▶ **WHAT YOU ARE ASKED TO DO**:
Apart from the pictures, write out all the records exactly.
----- DATA FOR ANALYSIS -----
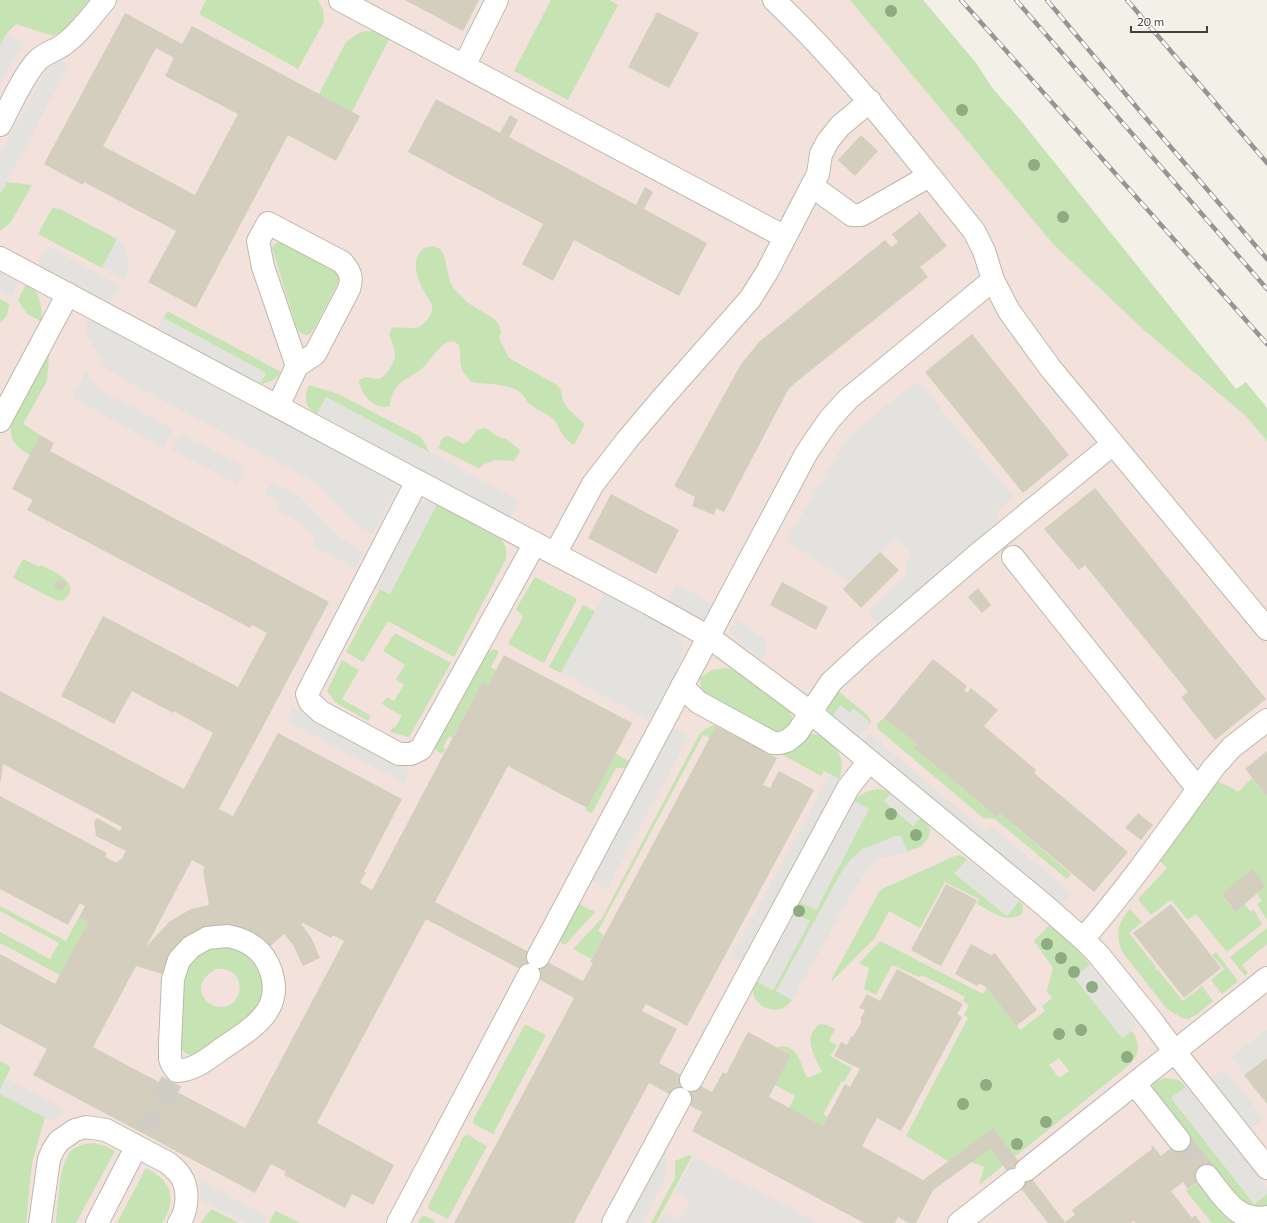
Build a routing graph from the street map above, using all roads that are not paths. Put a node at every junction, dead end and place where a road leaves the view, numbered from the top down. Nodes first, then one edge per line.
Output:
1 (105, 0) edge
2 (340, 0) edge
3 (498, 0) edge
4 (774, 0) edge
5 (464, 66) junction
6 (870, 101) junction
7 (0, 125) edge
8 (929, 176) junction
9 (812, 186) junction
10 (785, 237) junction
11 (0, 258) edge
12 (993, 280) junction
13 (68, 294) junction
14 (297, 366) junction
15 (278, 406) junction
16 (0, 421) edge
17 (1113, 444) junction
18 (417, 481) junction
19 (535, 543) junction
20 (555, 554) junction
21 (1013, 557) dead end
22 (1267, 629) edge
23 (709, 637) junction
24 (682, 686) junction
25 (810, 712) junction
26 (1267, 720) edge
27 (870, 761) junction
28 (1198, 789) junction
29 (1083, 939) junction
30 (179, 960) joint
31 (1267, 978) edge
32 (1175, 1052) junction
33 (690, 1080) dead end
34 (1135, 1084) junction
35 (680, 1100) dead end
36 (1179, 1140) tunnel mouth
37 (130, 1159) tunnel mouth
38 (1265, 1163) edge
39 (1207, 1176) tunnel mouth
40 (1267, 1217) edge
41 (40, 1223) edge
42 (97, 1223) edge
43 (179, 1223) edge
44 (398, 1223) edge
45 (613, 1223) edge
46 (959, 1223) edge

1 - 7 lane
2 - 5 lane
3 - 5 lane
4 - 6 lane
5 - 10 lane
6 - 8 lane
6 - 9 lane
8 - 9 lane
8 - 12 lane
9 - 10 lane
10 - 20 lane
11 - 13 lane
12 - 17 lane
12 - 23 lane
13 - 15 lane
13 - 16 lane
14 - 14 lane
14 - 15 lane
15 - 18 lane
17 - 22 lane
17 - 25 lane
18 - 19 lane
18 - 19 lane
19 - 20 lane
20 - 23 lane
21 - 28 lane
23 - 24 lane
23 - 25 lane
24 - 25 lane
24 - 44 lane
25 - 27 lane
26 - 28 lane
27 - 29 lane
27 - 33 lane
28 - 29 lane
29 - 32 lane
30 - 30 lane
31 - 32 lane
32 - 34 lane
32 - 38 lane
34 - 36 lane
34 - 46 lane
35 - 45 lane
37 - 42 lane
39 - 40 lane
41 - 43 lane

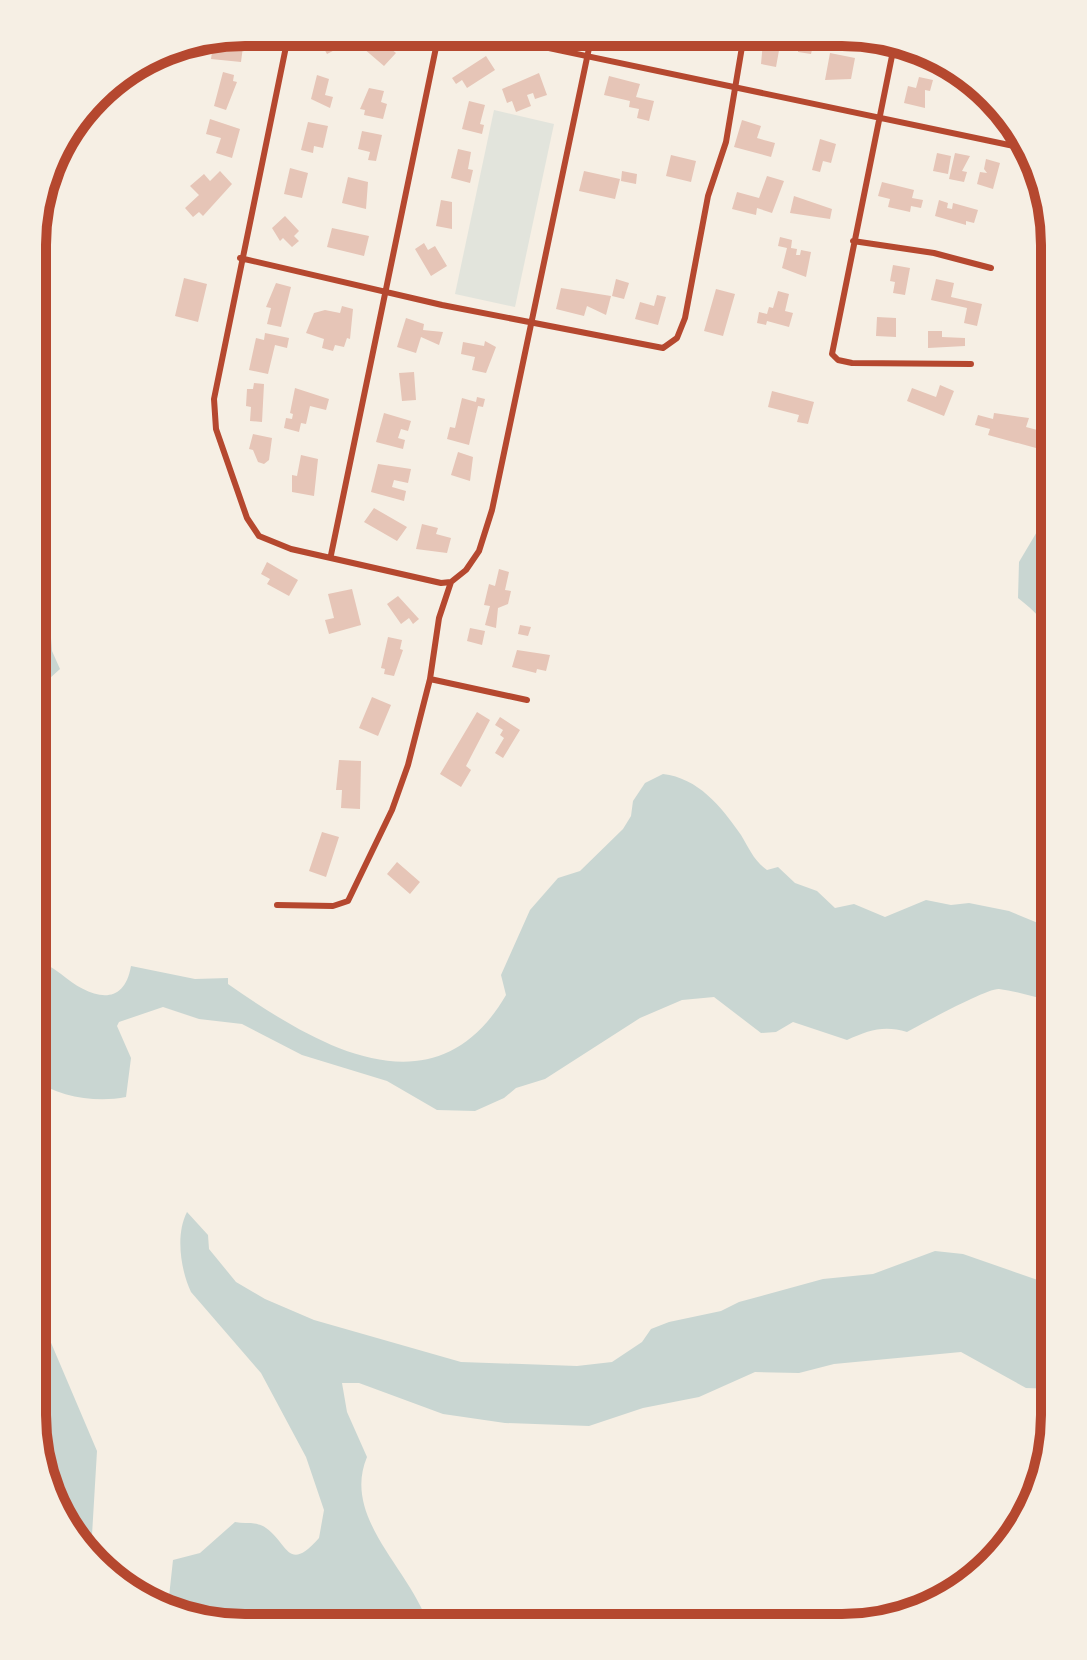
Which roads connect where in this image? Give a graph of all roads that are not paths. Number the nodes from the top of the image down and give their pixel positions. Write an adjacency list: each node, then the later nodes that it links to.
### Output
-----
▶ **REPLY**:
Build a routing graph from the street map above, using all roads that are not paths. Put a node at every junction, dead end and place where a road leaves the view, numbered from the top down. Nodes first, then one edge per line.
Output:
1 (105, 0) edge
2 (340, 0) edge
3 (498, 0) edge
4 (774, 0) edge
5 (464, 66) junction
6 (870, 101) junction
7 (0, 125) edge
8 (929, 176) junction
9 (812, 186) junction
10 (785, 237) junction
11 (0, 258) edge
12 (993, 280) junction
13 (68, 294) junction
14 (297, 366) junction
15 (278, 406) junction
16 (0, 421) edge
17 (1113, 444) junction
18 (417, 481) junction
19 (535, 543) junction
20 (555, 554) junction
21 (1013, 557) dead end
22 (1267, 629) edge
23 (709, 637) junction
24 (682, 686) junction
25 (810, 712) junction
26 (1267, 720) edge
27 (870, 761) junction
28 (1198, 789) junction
29 (1083, 939) junction
30 (179, 960) joint
31 (1267, 978) edge
32 (1175, 1052) junction
33 (690, 1080) dead end
34 (1135, 1084) junction
35 (680, 1100) dead end
36 (1179, 1140) tunnel mouth
37 (130, 1159) tunnel mouth
38 (1265, 1163) edge
39 (1207, 1176) tunnel mouth
40 (1267, 1217) edge
41 (40, 1223) edge
42 (97, 1223) edge
43 (179, 1223) edge
44 (398, 1223) edge
45 (613, 1223) edge
46 (959, 1223) edge

1 - 7 lane
2 - 5 lane
3 - 5 lane
4 - 6 lane
5 - 10 lane
6 - 8 lane
6 - 9 lane
8 - 9 lane
8 - 12 lane
9 - 10 lane
10 - 20 lane
11 - 13 lane
12 - 17 lane
12 - 23 lane
13 - 15 lane
13 - 16 lane
14 - 14 lane
14 - 15 lane
15 - 18 lane
17 - 22 lane
17 - 25 lane
18 - 19 lane
18 - 19 lane
19 - 20 lane
20 - 23 lane
21 - 28 lane
23 - 24 lane
23 - 25 lane
24 - 25 lane
24 - 44 lane
25 - 27 lane
26 - 28 lane
27 - 29 lane
27 - 33 lane
28 - 29 lane
29 - 32 lane
30 - 30 lane
31 - 32 lane
32 - 34 lane
32 - 38 lane
34 - 36 lane
34 - 46 lane
35 - 45 lane
37 - 42 lane
39 - 40 lane
41 - 43 lane

Which roads connect where in this image? Give a graph of all roads that are not paths. Number the nodes from the top of the image down and give their pixel positions. Write an adjacency list: each node, then the later nodes that it links to.
### Output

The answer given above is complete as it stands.